GUISELEY could get its own town council.
A petition for the establishment of a new sub-authority in the north-west Leeds suburb has been received by Leeds City Council, which is currently looking into the proposals.
The area covered by the potential panel has just 11,039 electors.
A new council report says the petition has been signed by 1,179 people, just above the 10 per cent needed for the plans to be acceptable for consideration.
However Guiseley and Rawdon ward Conservative Councillor Graham Latty has hit out at the proposals, saying the area does not need the “expensive luxury” of a second layer of local government which would have to be funded by the taxpayer.
He told the YEP the area’s recently established Neighbourhood Forum fulfils many of a parish council’s functions, without any added cost.
There are 32 parish and town councils within the Leeds district.
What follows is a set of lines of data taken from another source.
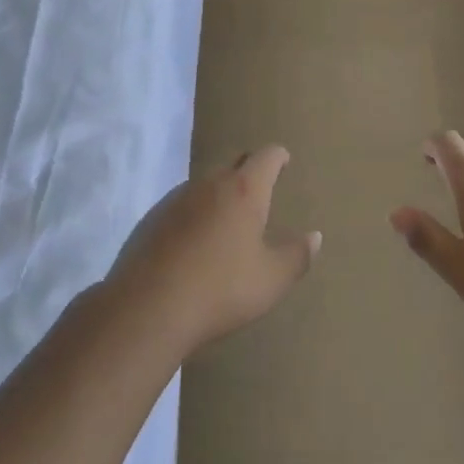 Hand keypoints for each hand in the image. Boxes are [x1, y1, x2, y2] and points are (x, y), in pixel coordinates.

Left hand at [105, 146, 320, 357]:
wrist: (148, 308)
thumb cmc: (220, 289)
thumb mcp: (270, 280)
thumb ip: (296, 256)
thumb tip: (315, 236)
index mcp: (243, 189)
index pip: (266, 156)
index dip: (277, 156)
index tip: (284, 160)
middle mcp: (210, 182)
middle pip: (234, 164)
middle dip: (249, 171)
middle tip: (259, 190)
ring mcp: (177, 197)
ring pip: (206, 184)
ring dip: (219, 194)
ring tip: (227, 220)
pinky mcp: (153, 218)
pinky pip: (183, 205)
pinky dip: (195, 214)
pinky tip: (194, 243) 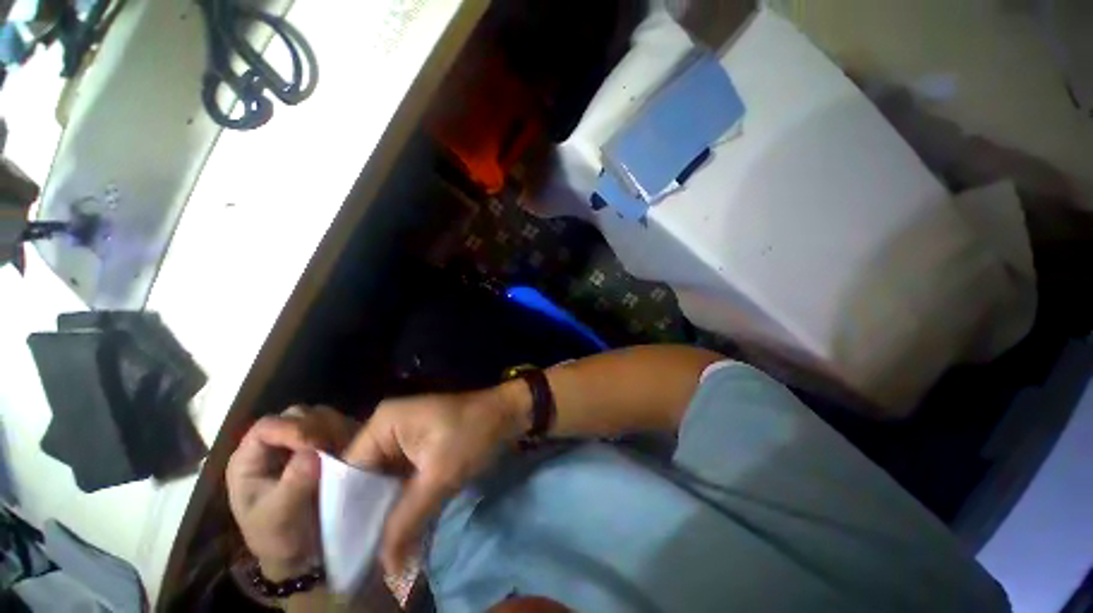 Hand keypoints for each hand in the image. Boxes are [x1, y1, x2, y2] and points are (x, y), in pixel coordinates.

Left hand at [226, 406, 359, 578]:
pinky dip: (348, 432)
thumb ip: (292, 485)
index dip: (291, 429)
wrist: (300, 552)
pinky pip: (339, 426)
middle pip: (296, 416)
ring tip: (347, 446)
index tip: (317, 444)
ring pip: (320, 417)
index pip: (267, 427)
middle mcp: (275, 445)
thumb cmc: (278, 537)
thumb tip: (312, 453)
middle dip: (317, 426)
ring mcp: (301, 445)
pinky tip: (355, 447)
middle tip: (335, 445)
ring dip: (335, 428)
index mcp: (251, 459)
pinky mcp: (325, 446)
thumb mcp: (278, 518)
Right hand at [342, 384, 530, 572]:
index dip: (346, 513)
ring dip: (386, 510)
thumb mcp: (441, 475)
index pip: (349, 473)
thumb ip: (407, 519)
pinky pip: (402, 476)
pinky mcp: (419, 445)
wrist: (509, 412)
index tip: (345, 551)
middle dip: (366, 515)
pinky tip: (399, 529)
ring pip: (384, 480)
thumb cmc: (475, 433)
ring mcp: (403, 435)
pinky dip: (402, 499)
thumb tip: (385, 568)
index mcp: (383, 423)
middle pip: (365, 478)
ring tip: (377, 550)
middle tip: (361, 557)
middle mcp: (387, 427)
Their hyper-local level decision-making powers and activities are funded by a precept added to each householder’s council tax bill.
“I don’t favour a parish council for Guiseley,” Coun Latty said. “We have just recently had the Neighbourhood Forum designated. This draws up the neighbourhood plan, and a parish council can do the same. But once the designation has taken place, they cannot.
“This is one of the things that would be a waste of time. The general remit [of a neighbourhood forum] would fulfil some of the functions without having to pay the precept on your council tax.”
He said there was a danger of the small suburb becoming “awash with councillors”, adding that he believes the idea is “being pushed by the Guiseley Labour party” for political rather than practical reasons.
Councillor Peter Gruen, deputy leader of Leeds City Council, slammed councillor Latty’s comments as “nonsense”.
“We are reacting to [the wishes] of more than 10 per cent of electors in Guiseley, in excess of the percentage needed to trigger such a request,” he said. “If he is saying they are all Labour members, can he please give me their names and addresses?”
He stressed the plans were at a preliminary stage and would soon be released for consultation.